Some interesting additional context to Watchmen, and its appearance in 1986:
Moore has said in various interviews in the 20 years since it was originally published that he had profound regrets about Watchmen, particularly how it served unintenionally as the springboard for the whole "grim and gritty" course correction taken by the comics industry starting in the late 80s and reaching its dubious climax during the Image Comics big-guns-gritted-teeth era. Most critiques of that movement cite Watchmen and Dark Knight Returns (released the same year) as the progenitors of this turn.
I find that funny because I don't think Moore or Frank Miller were tapping into a common zeitgeist. Moore was using a genre he loves (superheroes) to tell a transcendent story about morality, human nature and determinism. Miller was using a genre he was more or less contemptuous of (superheroes) to disguise what was really crime fiction, and in the case of Dark Knight a successor to the kind of reactionary noir that includes Chandler and Spillane. In debunking media hippocracy and going after left- and right-wing myths, Dark Knight says "be what you are, always. even if what you are is crazy and borderline fascist."
It could be argued that Moore has spent the last half of his career trying to rehabilitate superhero comics from their nihlism. Frank Miller on the other hand, eventually got the carte blanche to start making crime comics for real, and his contempt for the superhero genre becomes more and more evident every time he periodically dips his toe in that water.

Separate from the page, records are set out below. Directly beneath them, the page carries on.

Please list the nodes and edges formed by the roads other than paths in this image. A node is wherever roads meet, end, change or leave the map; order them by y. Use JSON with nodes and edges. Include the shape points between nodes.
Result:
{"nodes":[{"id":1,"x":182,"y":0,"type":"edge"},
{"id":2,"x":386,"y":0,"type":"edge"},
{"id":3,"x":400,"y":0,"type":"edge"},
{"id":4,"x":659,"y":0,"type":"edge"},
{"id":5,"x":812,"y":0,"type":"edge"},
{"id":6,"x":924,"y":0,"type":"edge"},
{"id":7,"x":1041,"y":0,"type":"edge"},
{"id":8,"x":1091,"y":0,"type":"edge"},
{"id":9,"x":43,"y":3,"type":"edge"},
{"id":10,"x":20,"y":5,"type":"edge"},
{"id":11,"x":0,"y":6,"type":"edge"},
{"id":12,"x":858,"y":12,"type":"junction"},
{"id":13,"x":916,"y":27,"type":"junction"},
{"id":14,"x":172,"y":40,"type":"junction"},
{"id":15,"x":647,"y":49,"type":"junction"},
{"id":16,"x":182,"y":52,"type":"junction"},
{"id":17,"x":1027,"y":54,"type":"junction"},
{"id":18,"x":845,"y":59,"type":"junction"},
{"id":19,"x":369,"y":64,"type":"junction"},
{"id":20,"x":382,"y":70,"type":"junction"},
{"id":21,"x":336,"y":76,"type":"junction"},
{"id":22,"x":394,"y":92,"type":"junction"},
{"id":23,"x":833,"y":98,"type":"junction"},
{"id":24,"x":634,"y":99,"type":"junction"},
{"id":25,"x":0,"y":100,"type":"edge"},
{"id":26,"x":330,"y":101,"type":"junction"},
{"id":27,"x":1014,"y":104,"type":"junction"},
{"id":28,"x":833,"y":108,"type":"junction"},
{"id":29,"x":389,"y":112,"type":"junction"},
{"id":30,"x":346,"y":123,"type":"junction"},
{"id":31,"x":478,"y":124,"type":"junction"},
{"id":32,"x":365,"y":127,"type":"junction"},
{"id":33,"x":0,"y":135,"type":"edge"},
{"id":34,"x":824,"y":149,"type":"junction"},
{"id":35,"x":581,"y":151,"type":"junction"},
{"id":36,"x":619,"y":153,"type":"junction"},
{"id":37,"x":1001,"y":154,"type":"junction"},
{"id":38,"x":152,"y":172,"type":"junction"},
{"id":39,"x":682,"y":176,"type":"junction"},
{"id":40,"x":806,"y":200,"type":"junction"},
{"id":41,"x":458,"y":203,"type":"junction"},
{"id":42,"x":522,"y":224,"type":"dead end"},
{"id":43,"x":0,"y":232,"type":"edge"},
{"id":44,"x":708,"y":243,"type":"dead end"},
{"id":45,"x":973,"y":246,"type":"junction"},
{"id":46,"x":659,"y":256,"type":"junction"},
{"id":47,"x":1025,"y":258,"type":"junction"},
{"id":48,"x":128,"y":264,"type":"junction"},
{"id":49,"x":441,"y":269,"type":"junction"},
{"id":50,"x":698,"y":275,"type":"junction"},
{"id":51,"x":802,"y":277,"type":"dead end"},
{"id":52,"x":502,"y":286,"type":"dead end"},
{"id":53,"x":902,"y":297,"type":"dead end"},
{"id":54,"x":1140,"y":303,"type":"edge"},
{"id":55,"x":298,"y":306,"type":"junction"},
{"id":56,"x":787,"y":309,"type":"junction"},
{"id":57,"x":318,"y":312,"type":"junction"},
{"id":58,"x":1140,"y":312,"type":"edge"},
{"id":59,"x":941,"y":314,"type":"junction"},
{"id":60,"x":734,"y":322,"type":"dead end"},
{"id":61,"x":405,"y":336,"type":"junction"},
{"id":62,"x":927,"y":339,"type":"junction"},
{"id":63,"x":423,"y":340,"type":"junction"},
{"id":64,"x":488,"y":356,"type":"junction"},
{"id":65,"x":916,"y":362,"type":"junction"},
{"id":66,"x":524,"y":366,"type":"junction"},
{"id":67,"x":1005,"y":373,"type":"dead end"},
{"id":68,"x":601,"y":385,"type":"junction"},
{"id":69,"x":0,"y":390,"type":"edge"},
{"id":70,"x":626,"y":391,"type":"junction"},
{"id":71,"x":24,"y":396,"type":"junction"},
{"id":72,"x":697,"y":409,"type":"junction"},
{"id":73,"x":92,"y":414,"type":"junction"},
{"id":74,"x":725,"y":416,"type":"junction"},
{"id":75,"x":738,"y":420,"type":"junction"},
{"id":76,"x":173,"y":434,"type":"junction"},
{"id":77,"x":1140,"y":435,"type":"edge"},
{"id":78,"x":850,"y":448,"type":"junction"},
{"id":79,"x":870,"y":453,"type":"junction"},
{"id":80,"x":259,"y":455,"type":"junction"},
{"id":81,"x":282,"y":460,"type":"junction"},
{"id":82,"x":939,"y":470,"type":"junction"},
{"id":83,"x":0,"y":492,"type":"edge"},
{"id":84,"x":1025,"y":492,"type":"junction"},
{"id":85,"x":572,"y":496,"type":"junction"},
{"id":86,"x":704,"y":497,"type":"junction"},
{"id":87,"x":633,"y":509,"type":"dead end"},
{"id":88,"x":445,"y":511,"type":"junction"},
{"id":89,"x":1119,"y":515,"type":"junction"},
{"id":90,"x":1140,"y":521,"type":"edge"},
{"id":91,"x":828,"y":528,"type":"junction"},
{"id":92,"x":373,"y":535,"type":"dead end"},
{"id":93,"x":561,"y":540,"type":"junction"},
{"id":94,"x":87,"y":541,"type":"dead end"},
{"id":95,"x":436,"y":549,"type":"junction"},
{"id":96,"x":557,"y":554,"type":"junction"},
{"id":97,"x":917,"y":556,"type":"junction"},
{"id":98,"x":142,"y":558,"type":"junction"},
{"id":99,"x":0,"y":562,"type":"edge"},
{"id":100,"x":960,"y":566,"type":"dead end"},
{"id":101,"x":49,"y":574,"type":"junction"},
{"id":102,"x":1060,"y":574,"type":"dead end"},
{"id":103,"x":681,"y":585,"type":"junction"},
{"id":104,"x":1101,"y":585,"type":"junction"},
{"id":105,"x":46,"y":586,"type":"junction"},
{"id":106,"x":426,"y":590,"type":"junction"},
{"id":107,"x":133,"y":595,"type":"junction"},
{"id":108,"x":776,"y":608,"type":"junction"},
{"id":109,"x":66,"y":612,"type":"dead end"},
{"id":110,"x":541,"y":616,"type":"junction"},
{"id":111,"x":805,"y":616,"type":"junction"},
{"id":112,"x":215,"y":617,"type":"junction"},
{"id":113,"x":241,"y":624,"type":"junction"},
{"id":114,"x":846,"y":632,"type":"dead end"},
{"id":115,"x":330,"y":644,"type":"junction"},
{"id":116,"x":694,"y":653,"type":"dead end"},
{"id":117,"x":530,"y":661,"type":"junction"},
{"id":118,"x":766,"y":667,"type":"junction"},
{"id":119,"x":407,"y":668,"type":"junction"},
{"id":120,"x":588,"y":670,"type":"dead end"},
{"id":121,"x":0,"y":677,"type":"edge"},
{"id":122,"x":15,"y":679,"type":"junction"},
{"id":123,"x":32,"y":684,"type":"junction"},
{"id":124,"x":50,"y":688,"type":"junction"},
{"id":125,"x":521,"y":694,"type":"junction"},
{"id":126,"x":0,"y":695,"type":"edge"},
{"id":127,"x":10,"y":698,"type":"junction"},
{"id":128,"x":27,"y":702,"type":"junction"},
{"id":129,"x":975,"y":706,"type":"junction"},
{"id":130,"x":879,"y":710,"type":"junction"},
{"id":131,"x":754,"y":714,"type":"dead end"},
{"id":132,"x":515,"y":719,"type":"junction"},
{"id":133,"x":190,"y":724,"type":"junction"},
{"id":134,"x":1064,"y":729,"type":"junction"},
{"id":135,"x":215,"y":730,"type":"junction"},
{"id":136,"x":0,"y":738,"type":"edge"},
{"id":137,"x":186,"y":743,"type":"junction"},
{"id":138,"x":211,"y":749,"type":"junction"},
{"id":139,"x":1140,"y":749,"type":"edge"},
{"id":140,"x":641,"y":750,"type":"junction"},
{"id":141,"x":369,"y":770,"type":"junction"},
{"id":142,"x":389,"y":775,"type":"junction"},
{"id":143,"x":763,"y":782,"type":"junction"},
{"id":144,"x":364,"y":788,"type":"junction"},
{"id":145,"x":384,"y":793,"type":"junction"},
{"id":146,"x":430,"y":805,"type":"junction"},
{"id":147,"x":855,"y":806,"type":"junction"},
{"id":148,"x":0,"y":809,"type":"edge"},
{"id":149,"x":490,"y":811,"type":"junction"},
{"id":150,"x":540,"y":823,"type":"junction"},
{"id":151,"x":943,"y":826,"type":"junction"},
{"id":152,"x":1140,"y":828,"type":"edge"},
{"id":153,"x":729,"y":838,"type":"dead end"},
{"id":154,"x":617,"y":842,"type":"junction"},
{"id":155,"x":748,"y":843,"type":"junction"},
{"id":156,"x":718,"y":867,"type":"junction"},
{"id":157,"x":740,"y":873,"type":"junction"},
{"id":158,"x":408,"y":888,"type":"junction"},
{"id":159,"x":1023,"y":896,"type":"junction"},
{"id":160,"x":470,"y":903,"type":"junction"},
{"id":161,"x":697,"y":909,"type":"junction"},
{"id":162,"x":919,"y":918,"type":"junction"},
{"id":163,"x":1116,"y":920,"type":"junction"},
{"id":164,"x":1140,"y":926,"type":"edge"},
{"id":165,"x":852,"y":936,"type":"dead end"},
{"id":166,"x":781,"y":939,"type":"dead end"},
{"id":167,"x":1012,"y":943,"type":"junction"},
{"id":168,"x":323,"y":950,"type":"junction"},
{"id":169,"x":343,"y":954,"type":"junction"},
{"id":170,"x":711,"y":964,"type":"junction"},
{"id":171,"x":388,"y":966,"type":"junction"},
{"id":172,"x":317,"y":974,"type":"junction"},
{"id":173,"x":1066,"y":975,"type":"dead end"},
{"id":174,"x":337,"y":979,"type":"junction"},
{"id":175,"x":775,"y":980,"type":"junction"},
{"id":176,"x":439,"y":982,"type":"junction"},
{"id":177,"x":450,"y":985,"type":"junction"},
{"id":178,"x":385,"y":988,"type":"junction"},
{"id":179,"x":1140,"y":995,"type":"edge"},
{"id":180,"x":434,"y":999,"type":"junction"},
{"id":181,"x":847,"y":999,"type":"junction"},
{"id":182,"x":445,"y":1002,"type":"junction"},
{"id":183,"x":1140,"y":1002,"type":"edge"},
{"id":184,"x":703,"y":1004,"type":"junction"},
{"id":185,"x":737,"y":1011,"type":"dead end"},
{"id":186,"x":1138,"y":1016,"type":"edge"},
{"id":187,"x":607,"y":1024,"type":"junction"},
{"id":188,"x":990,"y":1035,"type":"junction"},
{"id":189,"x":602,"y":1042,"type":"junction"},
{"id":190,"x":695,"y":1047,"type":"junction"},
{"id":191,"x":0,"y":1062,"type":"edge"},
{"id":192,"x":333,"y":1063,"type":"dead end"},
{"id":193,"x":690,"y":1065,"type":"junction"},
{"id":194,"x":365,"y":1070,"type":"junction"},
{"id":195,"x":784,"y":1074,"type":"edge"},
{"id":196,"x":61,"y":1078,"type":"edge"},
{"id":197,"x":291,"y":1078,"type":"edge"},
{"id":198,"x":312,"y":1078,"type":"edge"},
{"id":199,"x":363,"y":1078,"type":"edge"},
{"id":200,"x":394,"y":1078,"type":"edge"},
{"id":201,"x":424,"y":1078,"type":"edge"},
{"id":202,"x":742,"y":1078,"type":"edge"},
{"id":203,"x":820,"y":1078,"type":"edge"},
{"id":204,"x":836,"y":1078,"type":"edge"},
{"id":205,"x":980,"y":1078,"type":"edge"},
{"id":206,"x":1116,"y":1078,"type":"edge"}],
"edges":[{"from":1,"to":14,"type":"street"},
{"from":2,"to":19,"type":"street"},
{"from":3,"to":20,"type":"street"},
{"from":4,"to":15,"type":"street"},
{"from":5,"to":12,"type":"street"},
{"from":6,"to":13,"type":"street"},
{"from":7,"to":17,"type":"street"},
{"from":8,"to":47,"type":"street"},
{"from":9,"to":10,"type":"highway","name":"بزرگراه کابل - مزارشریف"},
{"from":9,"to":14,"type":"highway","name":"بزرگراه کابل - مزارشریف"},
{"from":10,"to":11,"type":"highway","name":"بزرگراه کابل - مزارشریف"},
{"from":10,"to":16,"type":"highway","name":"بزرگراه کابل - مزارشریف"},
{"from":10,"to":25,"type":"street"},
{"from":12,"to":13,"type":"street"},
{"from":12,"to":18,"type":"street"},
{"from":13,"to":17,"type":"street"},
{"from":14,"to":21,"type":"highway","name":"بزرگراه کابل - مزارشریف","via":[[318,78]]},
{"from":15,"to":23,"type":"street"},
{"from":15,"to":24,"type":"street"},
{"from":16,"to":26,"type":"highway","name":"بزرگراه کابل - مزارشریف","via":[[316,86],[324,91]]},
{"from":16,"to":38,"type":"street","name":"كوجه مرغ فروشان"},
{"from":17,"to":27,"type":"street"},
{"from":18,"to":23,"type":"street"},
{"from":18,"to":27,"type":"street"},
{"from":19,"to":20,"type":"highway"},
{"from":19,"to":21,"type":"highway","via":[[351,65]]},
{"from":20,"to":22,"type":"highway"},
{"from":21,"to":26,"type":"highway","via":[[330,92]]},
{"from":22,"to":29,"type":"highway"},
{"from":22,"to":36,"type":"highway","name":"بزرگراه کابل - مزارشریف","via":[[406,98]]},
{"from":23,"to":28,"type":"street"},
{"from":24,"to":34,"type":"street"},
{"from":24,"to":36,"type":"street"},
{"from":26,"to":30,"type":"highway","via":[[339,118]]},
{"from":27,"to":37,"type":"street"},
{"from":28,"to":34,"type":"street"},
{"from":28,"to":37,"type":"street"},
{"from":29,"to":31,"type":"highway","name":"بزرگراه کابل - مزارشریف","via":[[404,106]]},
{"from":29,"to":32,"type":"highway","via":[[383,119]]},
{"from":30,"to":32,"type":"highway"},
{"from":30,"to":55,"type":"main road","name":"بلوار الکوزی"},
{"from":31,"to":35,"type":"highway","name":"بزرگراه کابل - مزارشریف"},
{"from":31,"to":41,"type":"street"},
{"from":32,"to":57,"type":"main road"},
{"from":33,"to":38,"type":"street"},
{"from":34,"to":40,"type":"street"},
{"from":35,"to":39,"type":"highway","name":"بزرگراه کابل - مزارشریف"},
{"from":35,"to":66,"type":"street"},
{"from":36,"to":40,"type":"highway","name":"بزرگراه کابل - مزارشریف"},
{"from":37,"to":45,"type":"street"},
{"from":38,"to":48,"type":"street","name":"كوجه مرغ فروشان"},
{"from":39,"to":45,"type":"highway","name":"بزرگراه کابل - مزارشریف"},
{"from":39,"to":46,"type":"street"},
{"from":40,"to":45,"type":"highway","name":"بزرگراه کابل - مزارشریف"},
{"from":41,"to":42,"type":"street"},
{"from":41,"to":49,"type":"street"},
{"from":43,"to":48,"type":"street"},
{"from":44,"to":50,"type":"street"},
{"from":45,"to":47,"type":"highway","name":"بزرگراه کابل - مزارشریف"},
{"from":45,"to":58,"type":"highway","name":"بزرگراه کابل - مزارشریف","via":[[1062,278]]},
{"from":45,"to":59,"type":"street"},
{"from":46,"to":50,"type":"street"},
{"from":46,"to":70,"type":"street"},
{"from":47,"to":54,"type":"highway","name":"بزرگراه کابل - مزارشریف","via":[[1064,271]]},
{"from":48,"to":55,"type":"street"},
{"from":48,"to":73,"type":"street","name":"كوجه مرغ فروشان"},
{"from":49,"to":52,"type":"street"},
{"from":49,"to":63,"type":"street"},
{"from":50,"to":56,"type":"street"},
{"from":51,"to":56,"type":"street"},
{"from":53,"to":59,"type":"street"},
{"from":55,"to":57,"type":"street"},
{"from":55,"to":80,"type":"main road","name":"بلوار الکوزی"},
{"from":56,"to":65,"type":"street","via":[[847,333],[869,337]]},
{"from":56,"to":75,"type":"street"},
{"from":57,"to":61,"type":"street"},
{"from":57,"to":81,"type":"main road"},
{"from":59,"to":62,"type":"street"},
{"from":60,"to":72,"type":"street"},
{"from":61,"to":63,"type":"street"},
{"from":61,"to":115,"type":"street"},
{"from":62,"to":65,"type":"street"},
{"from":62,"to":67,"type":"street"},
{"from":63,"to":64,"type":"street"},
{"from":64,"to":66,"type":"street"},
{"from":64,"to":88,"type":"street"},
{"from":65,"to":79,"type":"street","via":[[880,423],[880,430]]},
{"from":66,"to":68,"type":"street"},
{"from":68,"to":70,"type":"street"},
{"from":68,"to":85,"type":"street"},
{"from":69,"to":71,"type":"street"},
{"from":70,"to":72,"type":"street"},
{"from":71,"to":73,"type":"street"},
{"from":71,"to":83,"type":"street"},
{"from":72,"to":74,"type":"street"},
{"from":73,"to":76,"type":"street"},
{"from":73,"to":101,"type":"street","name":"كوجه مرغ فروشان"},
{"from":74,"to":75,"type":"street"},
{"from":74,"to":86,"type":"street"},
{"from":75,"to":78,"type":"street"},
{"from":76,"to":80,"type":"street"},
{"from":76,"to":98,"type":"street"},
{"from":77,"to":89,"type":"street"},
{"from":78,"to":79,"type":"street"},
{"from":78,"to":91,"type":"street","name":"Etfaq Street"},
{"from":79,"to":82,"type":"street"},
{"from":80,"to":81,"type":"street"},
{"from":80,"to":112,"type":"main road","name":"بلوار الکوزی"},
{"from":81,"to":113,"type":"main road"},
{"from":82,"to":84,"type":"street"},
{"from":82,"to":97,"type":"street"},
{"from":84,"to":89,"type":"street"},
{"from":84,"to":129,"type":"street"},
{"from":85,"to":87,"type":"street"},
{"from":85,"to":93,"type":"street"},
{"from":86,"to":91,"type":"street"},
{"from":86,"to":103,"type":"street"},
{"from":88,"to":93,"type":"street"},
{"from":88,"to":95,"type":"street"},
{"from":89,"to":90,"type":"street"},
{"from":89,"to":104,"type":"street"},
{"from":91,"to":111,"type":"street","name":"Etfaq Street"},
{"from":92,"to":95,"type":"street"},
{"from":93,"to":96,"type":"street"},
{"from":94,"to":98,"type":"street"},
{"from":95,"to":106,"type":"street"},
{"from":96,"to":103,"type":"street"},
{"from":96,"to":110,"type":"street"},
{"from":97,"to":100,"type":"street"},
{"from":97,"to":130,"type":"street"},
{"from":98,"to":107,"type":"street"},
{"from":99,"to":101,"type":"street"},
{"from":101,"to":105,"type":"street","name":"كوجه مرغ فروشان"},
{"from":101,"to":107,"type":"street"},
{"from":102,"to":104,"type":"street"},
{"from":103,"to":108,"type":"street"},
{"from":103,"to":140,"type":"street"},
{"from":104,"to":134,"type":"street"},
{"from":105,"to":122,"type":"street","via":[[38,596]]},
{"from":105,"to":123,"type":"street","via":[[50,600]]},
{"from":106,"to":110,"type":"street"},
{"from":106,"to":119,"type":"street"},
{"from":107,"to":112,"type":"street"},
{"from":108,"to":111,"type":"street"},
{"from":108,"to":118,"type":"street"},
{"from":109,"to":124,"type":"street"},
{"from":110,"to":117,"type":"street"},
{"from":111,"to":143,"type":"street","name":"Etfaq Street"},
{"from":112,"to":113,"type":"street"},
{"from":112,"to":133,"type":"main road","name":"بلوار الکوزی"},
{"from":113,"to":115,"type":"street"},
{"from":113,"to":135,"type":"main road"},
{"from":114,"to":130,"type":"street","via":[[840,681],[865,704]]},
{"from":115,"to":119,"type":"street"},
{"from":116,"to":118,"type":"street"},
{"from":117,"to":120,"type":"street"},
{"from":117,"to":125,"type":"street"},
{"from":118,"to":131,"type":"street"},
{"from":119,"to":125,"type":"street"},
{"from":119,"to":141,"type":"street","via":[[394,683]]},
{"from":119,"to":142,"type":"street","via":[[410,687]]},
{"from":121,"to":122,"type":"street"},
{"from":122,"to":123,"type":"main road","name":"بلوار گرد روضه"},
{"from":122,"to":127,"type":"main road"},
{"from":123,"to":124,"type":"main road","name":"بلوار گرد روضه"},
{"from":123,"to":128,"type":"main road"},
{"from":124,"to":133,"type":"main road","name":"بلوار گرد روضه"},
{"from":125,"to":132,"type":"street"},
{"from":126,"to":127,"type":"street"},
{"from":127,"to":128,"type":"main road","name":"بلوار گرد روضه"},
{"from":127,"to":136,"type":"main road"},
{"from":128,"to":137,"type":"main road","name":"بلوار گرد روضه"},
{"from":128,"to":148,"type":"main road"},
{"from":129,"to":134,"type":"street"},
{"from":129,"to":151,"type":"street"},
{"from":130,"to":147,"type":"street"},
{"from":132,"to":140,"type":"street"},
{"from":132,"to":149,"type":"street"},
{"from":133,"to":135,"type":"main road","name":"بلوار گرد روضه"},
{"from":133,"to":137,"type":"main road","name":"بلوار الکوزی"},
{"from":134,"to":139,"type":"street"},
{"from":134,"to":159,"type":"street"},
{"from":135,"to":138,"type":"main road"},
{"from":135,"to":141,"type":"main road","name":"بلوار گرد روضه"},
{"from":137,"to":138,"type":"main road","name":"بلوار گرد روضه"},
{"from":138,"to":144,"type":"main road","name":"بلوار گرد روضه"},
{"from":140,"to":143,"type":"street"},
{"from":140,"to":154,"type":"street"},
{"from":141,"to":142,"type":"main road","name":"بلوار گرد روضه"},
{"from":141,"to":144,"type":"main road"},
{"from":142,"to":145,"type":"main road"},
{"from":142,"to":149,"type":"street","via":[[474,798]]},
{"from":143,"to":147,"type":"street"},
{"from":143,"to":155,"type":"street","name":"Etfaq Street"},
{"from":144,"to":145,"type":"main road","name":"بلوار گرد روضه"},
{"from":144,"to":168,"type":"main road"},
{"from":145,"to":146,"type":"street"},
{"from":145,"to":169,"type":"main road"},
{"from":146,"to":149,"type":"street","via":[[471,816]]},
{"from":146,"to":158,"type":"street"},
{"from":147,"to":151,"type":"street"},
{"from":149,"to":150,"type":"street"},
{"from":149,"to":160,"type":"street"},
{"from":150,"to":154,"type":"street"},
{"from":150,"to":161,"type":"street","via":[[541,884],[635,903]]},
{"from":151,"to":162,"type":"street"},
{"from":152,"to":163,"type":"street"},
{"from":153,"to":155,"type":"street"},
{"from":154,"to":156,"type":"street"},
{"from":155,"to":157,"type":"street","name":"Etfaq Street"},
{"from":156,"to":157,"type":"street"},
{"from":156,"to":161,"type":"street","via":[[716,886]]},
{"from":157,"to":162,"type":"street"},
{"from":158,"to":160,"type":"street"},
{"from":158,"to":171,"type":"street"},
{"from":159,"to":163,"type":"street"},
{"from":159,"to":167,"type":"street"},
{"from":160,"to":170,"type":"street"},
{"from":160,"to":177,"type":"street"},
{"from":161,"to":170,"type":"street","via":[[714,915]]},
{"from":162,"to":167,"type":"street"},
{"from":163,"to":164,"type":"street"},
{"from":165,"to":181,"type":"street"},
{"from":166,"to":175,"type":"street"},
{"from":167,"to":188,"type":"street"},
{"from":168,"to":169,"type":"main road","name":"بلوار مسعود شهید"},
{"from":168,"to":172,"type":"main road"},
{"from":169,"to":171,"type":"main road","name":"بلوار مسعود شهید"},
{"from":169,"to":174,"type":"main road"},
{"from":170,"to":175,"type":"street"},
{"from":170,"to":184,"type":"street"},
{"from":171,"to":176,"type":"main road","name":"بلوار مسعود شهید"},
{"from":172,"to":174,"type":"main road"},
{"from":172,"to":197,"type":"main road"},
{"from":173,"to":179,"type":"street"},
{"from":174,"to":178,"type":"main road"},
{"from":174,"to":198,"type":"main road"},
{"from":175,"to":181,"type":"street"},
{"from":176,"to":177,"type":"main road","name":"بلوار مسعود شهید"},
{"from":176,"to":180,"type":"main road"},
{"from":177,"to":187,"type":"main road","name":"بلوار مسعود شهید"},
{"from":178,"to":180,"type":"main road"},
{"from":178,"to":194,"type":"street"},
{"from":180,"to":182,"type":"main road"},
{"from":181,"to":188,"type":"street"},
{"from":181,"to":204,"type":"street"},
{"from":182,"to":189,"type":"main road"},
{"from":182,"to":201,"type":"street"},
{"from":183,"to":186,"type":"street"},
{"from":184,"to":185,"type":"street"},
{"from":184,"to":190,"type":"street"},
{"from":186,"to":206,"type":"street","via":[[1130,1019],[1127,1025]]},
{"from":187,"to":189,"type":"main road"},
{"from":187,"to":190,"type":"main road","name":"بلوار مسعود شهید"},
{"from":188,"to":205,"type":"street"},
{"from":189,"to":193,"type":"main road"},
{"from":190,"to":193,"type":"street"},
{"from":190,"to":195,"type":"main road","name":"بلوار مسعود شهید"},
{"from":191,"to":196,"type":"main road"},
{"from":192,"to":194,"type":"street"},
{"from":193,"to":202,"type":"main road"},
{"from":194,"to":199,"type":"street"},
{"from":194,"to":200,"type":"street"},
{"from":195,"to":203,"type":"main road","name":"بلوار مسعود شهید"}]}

Incidentally, if the threatened Watchmen movie ever makes it to the screen, I think we can look forward to post-9/11 themes being hewn willy-nilly out of the marble of the original metaphor... I hope it remains in development hell at least until the current preoccupation with comic book properties runs its course.
Posted by: Patrick Redding | June 04, 2006 at 12:49 PM
With Hollywood all but circling the drain at this point we'll be lucky if we get Watchmen porn never mind an actual theatrical release. More than likely the Watchmen ‘movie’ will be an under funded Sci-Fi channel masterpiece event 4 hour mess of cheesiness the likes of which we haven't since Leprechaun: Back 2 tha Hood.
Back to the salt mines for the both of you-enough of the chatting about the comics and more with the fabrication of the content and the dancing of the pixels. Pimp out some terrorist elves or something.